Between January 2011 and October 2016, the researchers collected data from 98 infants. Among the subjects, 16 babies were exposed to their mothers' SSRI medication in utero and 21 were born to mothers who experienced maternal depression but were not treated for the condition. The study also included 61 healthy controls for comparison (JAMA Pediatr, April 9, 2018).

Structural and diffusion-weighted images were acquired on a whole-body 3-tesla scanner (Discovery MR750 3T, GE Healthcare) with an eight-channel head coil. The protocol included one scan with T2-weighted structural MR and two runs with diffusion-weighted imaging. The 98 infants had a mean age of 3.43 (± 1.50) weeks at the time of the scans.

Voxel-based morphometry results showed significant gray-matter volume expansion in the right amygdala (Cohen d = 0.65) and right insula (Cohen d = 0.86) among infants exposed to their mother's SSRI, compared with both the healthy controls and infants exposed to untreated maternal depression (p < 0.05).

Images illustrate white-matter tracts estimated through DWI-MRI and tractography. Wiring patterns within the brain are thought to vary across individuals. The colors represent the directions of the white-matter tracts.Images illustrate white-matter tracts estimated through DWI-MRI and tractography. Wiring patterns within the brain are thought to vary across individuals. The colors represent the directions of the white-matter tracts.

In addition, the connectome-level analysis of white-matter structural connectivity revealed a significant increase in the SSRI-exposed group between the right amygdala and the right insula (Cohen d = 0.99), compared with the healthy controls and babies whose mothers were not treated for depression (p < 0.05).

MRI showed no brain regions in which there were decreases in gray-matter intensity in the babies exposed to SSRIs. There also were no significant differences in gray-matter volume between the infants whose mothers were not treated for depression and the healthy control babies.

Questions remain

While the findings shed light on the issue of SSRIs and fetal brain development, Cha and colleagues are quick to note that more research is needed to provide definitive conclusions.

"An important take-home message from our study is that there are still a lot of unanswered questions about the effects of maternal SSRI use during pregnancy, and additional research is sorely needed," Cha said. "It is very difficult to imagine that a single study can demonstrate the complex impact of prenatal exposure to SSRI, maternal depression, and an interaction between the two on fetal development, as well as long-term brain and cognitive development."

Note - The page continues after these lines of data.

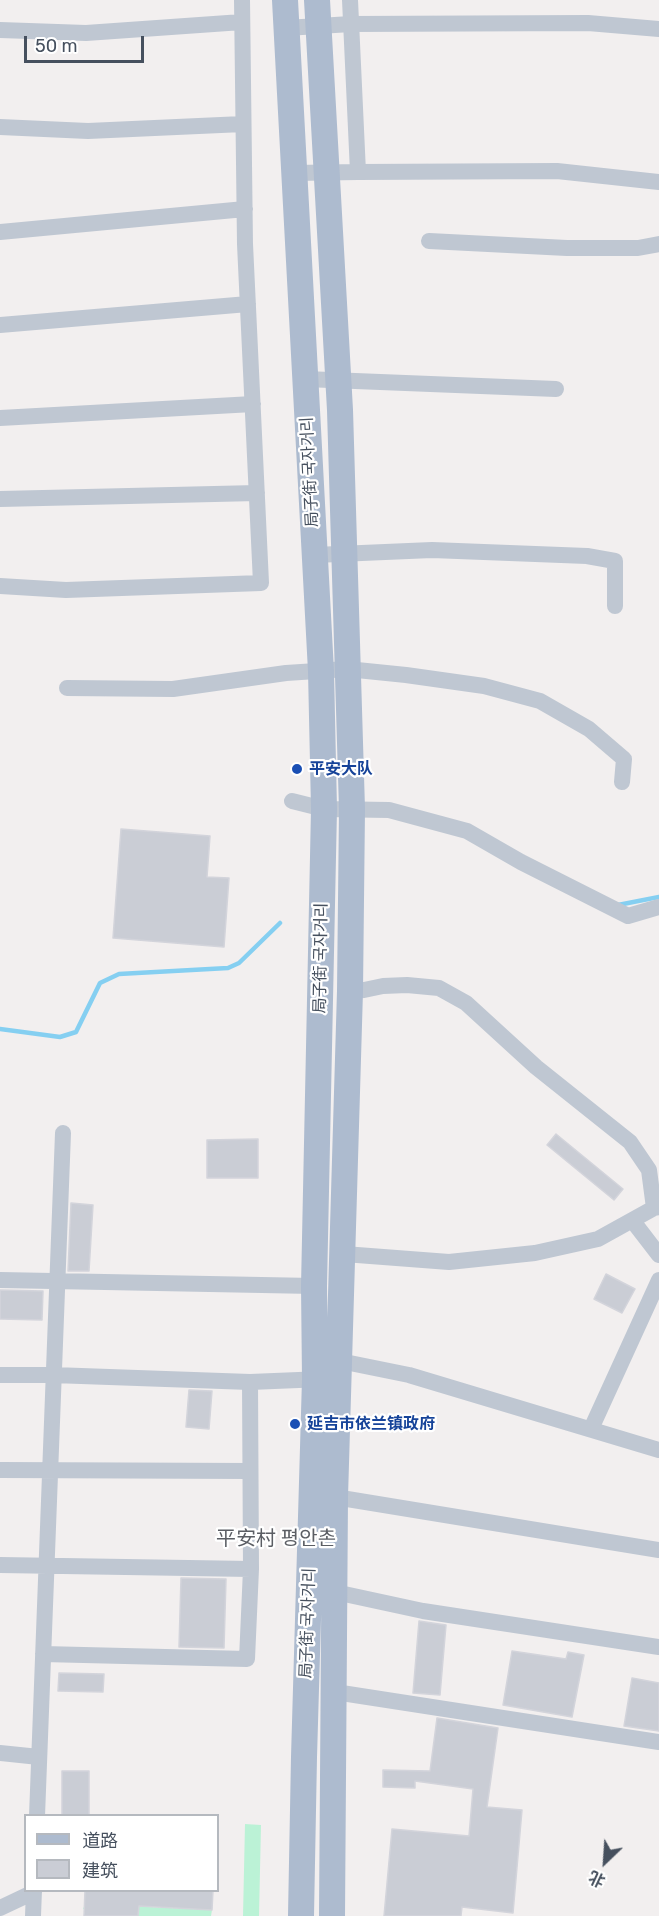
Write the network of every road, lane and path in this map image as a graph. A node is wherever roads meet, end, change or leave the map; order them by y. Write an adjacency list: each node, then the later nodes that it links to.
1 (242, 0): 5 (street)
2 (285, 0): 8 (main road, 局子街 국자거리)
3 (317, 0): 7 (main road, 局子街 국자거리)
4 (350, 0): 6 (street)
5 (242, 22): 10 (street); 11 (street)
6 (351, 24): 7 (street); 9 (street); 15 (street)
7 (318, 27): 8 (street); 13 (main road, 局子街 국자거리)
8 (286, 28): 14 (main road, 局子街 국자거리)
9 (659, 29)
10 (0, 30)
11 (243, 124): 12 (street); 17 (street)
12 (0, 128)
13 (327, 171): 14 (street); 15 (street); 24 (main road, 局子街 국자거리)
14 (294, 172): 23 (main road, 局子街 국자거리)
15 (358, 172): 16 (street)
16 (659, 183)
17 (244, 210): 18 (street); 21 (street)
18 (0, 232)
19 (429, 241): 20 (street)
20 (659, 244)
21 (248, 304): 22 (street); 26 (street)
22 (0, 325)
23 (305, 379): 24 (street); 31 (main road, 局子街 국자거리)
24 (338, 380): 25 (street); 30 (main road, 局子街 국자거리)
25 (556, 389)
26 (252, 404): 27 (street); 28 (street)
27 (0, 418)
28 (257, 494): 29 (street); 32 (street)
29 (0, 499)
30 (344, 553): 31 (street); 33 (street); 34 (main road, 局子街 국자거리)
31 (315, 555): 35 (main road, 局子街 국자거리)
32 (0, 586)
33 (615, 606)
34 (348, 669): 35 (street); 37 (street); 40 (main road, 局子街 국자거리)
35 (321, 671): 36 (street); 39 (main road, 局子街 국자거리)
36 (67, 688)
37 (622, 782)
38 (292, 801): 39 (street)
39 (324, 809): 40 (street); 51 (main road, 局子街 국자거리)
40 (352, 809): 41 (street); 42 (main road, 局子街 국자거리)
41 (659, 907)
42 (350, 991): 44 (street); 46 (main road, 局子街 국자거리)
43 (63, 1133): 50 (street)
44 (657, 1208): 45 (street)
45 (632, 1220): 46 (street); 47 (street)
46 (344, 1254): 52 (main road, 局子街 국자거리)
47 (659, 1255)
48 (0, 1280): 50 (street)
49 (659, 1280): 56 (street)
50 (57, 1281): 51 (street); 54 (street)
51 (314, 1286): 52 (main road, 局子街 국자거리)
52 (331, 1373): 55 (street); 56 (street); 61 (main road, 局子街 국자거리); 78 (main road, 局子街 국자거리)
53 (0, 1375): 54 (street)
54 (53, 1375): 55 (street); 58 (street)
55 (250, 1382): 60 (street)
56 (591, 1430): 57 (street)
57 (659, 1450)
58 (50, 1469): 59 (street); 60 (street); 64 (street)
59 (0, 1470)
60 (250, 1471): 65 (street)
61 (335, 1497): 62 (street); 66 (main road, 局子街 국자거리)
62 (659, 1550)
63 (0, 1565): 64 (street)
64 (46, 1566): 65 (street); 68 (street)
65 (250, 1569): 68 (street)
66 (334, 1592): 67 (street); 69 (main road, 局子街 국자거리)
67 (659, 1647)
68 (43, 1654): 72 (street)
69 (335, 1692): 70 (street); 79 (main road, 局子街 국자거리)
70 (659, 1742)
71 (0, 1752): 72 (street)
72 (39, 1756): 73 (street)
73 (37, 1814)
74 (32, 1892): 76 (street)
75 (34, 1892): 77 (street)
76 (0, 1908)
77 (33, 1916)
78 (301, 1916)
79 (332, 1916)

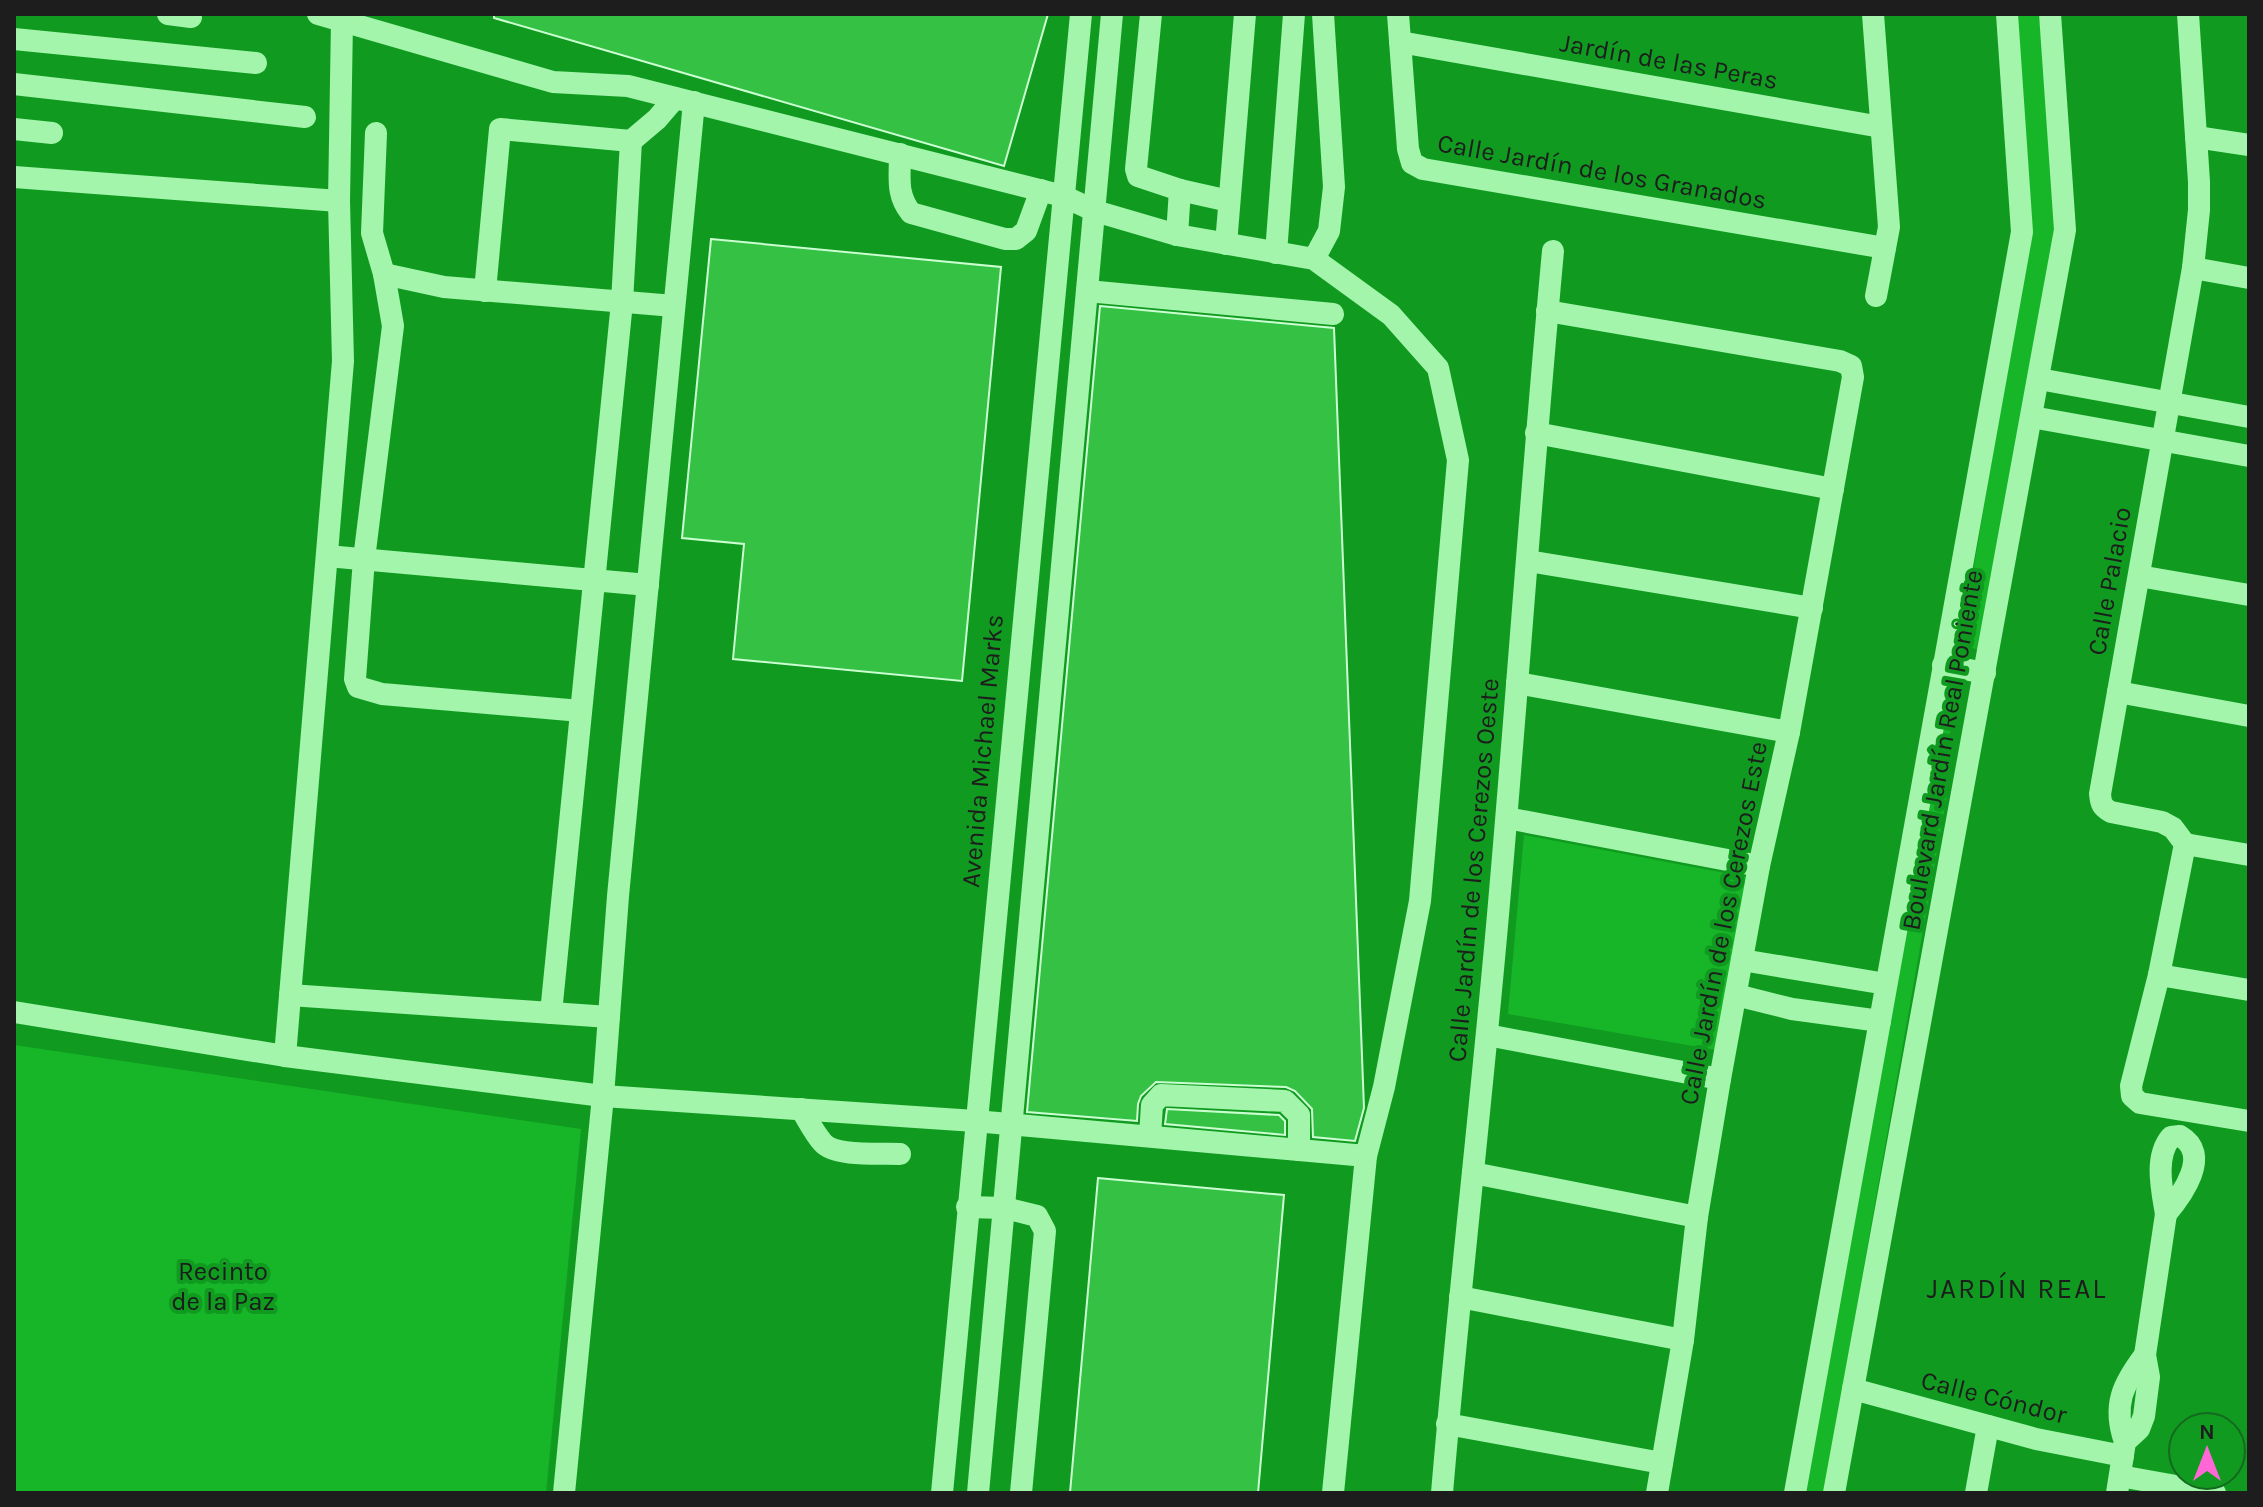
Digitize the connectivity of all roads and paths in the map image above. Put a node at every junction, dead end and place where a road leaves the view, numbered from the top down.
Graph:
1 (168, 14) edge
2 (318, 14) edge
3 (1081, 14) edge
4 (1112, 14) edge
5 (1151, 14) edge
6 (1245, 14) edge
7 (1294, 14) edge
8 (1323, 14) edge
9 (1398, 14) edge
10 (1873, 14) edge
11 (2007, 14) edge
12 (2050, 14) edge
13 (2188, 14) edge
14 (191, 17) dead end
15 (342, 21) junction
16 (14, 39) edge
17 (1400, 42) junction
18 (256, 63) dead end
19 (14, 84) edge
20 (1073, 98) junction
21 (684, 100) junction
22 (1104, 101) junction
23 (305, 117) dead end
24 (1881, 127) junction
25 (14, 129) edge
26 (52, 133) dead end
27 (376, 133) dead end
28 (2196, 137) junction
29 (631, 141) junction
30 (2249, 145) edge
31 (900, 154) junction
32 (14, 177) edge
33 (1180, 190) junction
34 (1052, 193) junction
35 (339, 201) junction
36 (1229, 201) junction
37 (1095, 211) junction
38 (1177, 235) junction
39 (1226, 244) junction
40 (1885, 248) junction
41 (1553, 251) dead end
42 (1276, 253) junction
43 (1314, 259) junction
44 (2193, 268) junction
45 (384, 274) junction
46 (2249, 278) edge
47 (485, 291) junction
48 (1087, 291) junction
49 (1876, 296) dead end
50 (622, 302) junction
51 (674, 306) junction
52 (1547, 311) junction
53 (1333, 314) dead end
54 (2039, 379) junction
55 (2085, 388) junction
56 (2169, 403) junction
57 (2032, 417) junction
58 (2249, 417) edge
59 (2076, 425) junction
60 (1536, 433) junction
61 (2163, 440) junction
62 (2249, 456) edge
63 (1833, 489) junction
64 (327, 556) junction
65 (364, 559) junction
66 (1528, 561) junction
67 (2139, 576) junction
68 (594, 580) junction
69 (648, 585) junction
70 (2249, 595) edge
71 (1812, 608) junction
72 (1943, 665) junction
73 (1985, 673) junction
74 (1517, 683) junction
75 (2118, 692) junction
76 (581, 711) junction
77 (2249, 716) edge
78 (1789, 732) junction
79 (1507, 818) junction
80 (2185, 844) junction
81 (2249, 855) edge
82 (1759, 866) junction
83 (1742, 960) junction
84 (2159, 975) junction
85 (1839, 976) junction
86 (1886, 984) junction
87 (2249, 990) edge
88 (290, 995) junction
89 (1736, 995) junction
90 (14, 1012) edge
91 (551, 1013) junction
92 (1835, 1015) junction
93 (609, 1017) junction
94 (1880, 1021) junction
95 (1487, 1035) junction
96 (285, 1056) junction
97 (1720, 1079) junction
98 (603, 1096) junction
99 (801, 1109) junction
100 (975, 1121) junction
101 (2249, 1121) edge
102 (1013, 1124) junction
103 (1150, 1136) junction
104 (1299, 1150) junction
105 (900, 1154) dead end
106 (1366, 1156) junction
107 (1473, 1173) junction
108 (967, 1207) junction
109 (1005, 1208) junction
110 (2166, 1214) dead end
111 (1697, 1217) junction
112 (1460, 1297) junction
113 (1683, 1340) junction
114 (1853, 1389) junction
115 (1447, 1424) junction
116 (1988, 1426) junction
117 (1662, 1463) junction
118 (2122, 1467) edge
119 (564, 1493) edge
120 (942, 1493) edge
121 (978, 1493) edge
122 (1021, 1493) edge
123 (1333, 1493) edge
124 (1442, 1493) edge
125 (1657, 1493) edge
126 (1795, 1493) edge
127 (1834, 1493) edge
128 (1976, 1493) edge
129 (2215, 1493) edge

1 - 14 street
2 - 15 street
3 - 20 street, Avenida Michael Marks
4 - 22 street
5 - 33 street
6 - 36 street
7 - 42 street
8 - 43 street
9 - 17 street, Calle Jardín de los Granados
10 - 24 street
11 - 72 street, Boulevard Jardín Real Poniente
12 - 54 street, Boulevard Jardín Real Poniente
13 - 28 street, Calle Palacio
15 - 21 street
15 - 35 street
16 - 18 street
17 - 24 street, Jardín de las Peras
17 - 40 street, Calle Jardín de los Granados
19 - 23 street
20 - 22 street
20 - 34 street, Avenida Michael Marks
21 - 29 street
21 - 31 street
21 - 51 street
22 - 37 street
24 - 40 street
25 - 26 street
27 - 45 street
28 - 30 street
28 - 44 street, Calle Palacio
29 - 47 street
29 - 50 street
31 - 34 street
31 - 34 street
32 - 35 street
33 - 36 street
33 - 38 street
34 - 37 street
34 - 100 street, Avenida Michael Marks
35 - 64 street
36 - 39 street
37 - 38 street
37 - 48 street
38 - 39 street
39 - 42 street
40 - 49 street
41 - 52 street, Calle Jardín de los Cerezos Oeste
42 - 43 street
43 - 106 street
44 - 46 street
44 - 56 street, Calle Palacio
45 - 47 street
45 - 65 street
47 - 50 street
48 - 53 street
48 - 102 street
50 - 51 street
50 - 68 street
51 - 69 street
52 - 60 street, Calle Jardín de los Cerezos Oeste
52 - 63 street, Calle Jardín de los Cerezos Este
54 - 55 street
54 - 57 street, Boulevard Jardín Real Poniente
55 - 56 street
55 - 59 street
56 - 58 street
56 - 61 street, Calle Palacio
57 - 59 street
57 - 73 street, Boulevard Jardín Real Poniente
59 - 61 street
60 - 63 street
60 - 66 street, Calle Jardín de los Cerezos Oeste
61 - 62 street
61 - 67 street, Calle Palacio
63 - 71 street, Calle Jardín de los Cerezos Este
64 - 65 street
64 - 88 street
65 - 68 street
65 - 76 street
66 - 71 street
66 - 74 street, Calle Jardín de los Cerezos Oeste
67 - 70 street
67 - 75 street, Calle Palacio
68 - 69 street
68 - 76 street
69 - 93 street
71 - 78 street, Calle Jardín de los Cerezos Este
72 - 73 street
72 - 86 street, Boulevard Jardín Real Poniente
73 - 114 street, Boulevard Jardín Real Poniente
74 - 78 street
74 - 79 street, Calle Jardín de los Cerezos Oeste
75 - 77 street
75 - 80 street, Calle Palacio
76 - 91 street
78 - 82 street, Calle Jardín de los Cerezos Este
79 - 82 street
79 - 95 street, Calle Jardín de los Cerezos Oeste
80 - 81 street
80 - 84 street
82 - 83 street, Calle Jardín de los Cerezos Este
83 - 85 street
83 - 89 street, Calle Jardín de los Cerezos Este
84 - 87 street
84 - 101 street
85 - 86 street
85 - 92 street
86 - 94 street, Boulevard Jardín Real Poniente
88 - 91 street
88 - 96 street
89 - 92 street
89 - 97 street, Calle Jardín de los Cerezos Este
90 - 96 street
91 - 93 street
92 - 94 street
93 - 98 street
94 - 126 street, Boulevard Jardín Real Poniente
95 - 97 street
95 - 107 street, Calle Jardín de los Cerezos Oeste
96 - 98 street
97 - 111 street, Calle Jardín de los Cerezos Este
98 - 99 street
98 - 119 street
99 - 100 street
99 - 105 street
100 - 102 street
100 - 108 street, Avenida Michael Marks
102 - 103 street
102 - 109 street
103 - 104 street
103 - 104 street
104 - 106 street
106 - 123 street
107 - 111 street
107 - 112 street, Calle Jardín de los Cerezos Oeste
108 - 109 street
108 - 120 street, Avenida Michael Marks
109 - 121 street
109 - 122 street
110 - 118 street
111 - 113 street, Calle Jardín de los Cerezos Este
112 - 113 street
112 - 115 street, Calle Jardín de los Cerezos Oeste
113 - 117 street, Calle Jardín de los Cerezos Este
114 - 116 street, Calle Cóndor
114 - 127 street, Boulevard Jardín Real Poniente
115 - 117 street
115 - 124 street, Calle Jardín de los Cerezos Oeste
116 - 118 street, Calle Cóndor
116 - 128 street
117 - 125 street, Calle Jardín de los Cerezos Este
118 - 129 street, Calle Cóndor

Thus, there remains no easy answer when balancing treatment for the mother's condition and the potential outcome for the baby.

"Whereas potential SSRI effects on fetal brain development are concerning, maternal depression is also an important factor that influences the fetus and the mother," he said. "Maternal depression increases the risk for negative pregnancy outcomes such as low birth weight and prematurity. It can also lead to postpartum depression with effects on mother-infant bonding."

So how should women handle prenatal depression? Cha emphasized that treatment is very important.

"Several options are available, including medications and psychotherapies," he said. "Deciding which treatment option is the best for any individual patient is a decision between that patient and her doctor. The pros and cons of the treatment options need to be considered in the context of the individual patient. More rigorous scientific research is required to aid such decisions."